→ Problem: Below are the records; pull every line that includes "Hill".

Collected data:
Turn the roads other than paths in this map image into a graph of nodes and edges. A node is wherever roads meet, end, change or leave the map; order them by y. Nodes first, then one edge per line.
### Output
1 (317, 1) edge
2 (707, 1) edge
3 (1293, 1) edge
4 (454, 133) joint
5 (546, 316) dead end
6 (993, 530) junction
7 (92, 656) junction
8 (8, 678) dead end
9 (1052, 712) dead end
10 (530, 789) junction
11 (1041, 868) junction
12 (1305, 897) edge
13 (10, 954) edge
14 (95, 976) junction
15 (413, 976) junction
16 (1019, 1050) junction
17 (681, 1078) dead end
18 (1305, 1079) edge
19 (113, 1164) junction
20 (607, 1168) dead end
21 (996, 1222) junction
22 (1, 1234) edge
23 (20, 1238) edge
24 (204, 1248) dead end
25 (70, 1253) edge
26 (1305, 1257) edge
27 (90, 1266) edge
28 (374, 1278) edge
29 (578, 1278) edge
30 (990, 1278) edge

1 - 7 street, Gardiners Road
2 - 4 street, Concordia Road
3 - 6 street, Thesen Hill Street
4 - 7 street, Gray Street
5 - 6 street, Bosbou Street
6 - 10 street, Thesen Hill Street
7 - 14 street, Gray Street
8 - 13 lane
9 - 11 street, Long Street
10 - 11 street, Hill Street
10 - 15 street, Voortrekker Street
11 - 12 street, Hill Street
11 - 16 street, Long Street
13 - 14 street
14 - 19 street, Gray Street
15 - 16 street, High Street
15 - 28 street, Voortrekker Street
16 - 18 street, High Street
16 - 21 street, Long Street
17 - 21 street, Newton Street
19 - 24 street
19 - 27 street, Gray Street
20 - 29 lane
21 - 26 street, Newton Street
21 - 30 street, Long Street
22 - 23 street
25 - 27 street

→ Finished exercise:
3 - 6 street, Thesen Hill Street
6 - 10 street, Thesen Hill Street
10 - 11 street, Hill Street
11 - 12 street, Hill Street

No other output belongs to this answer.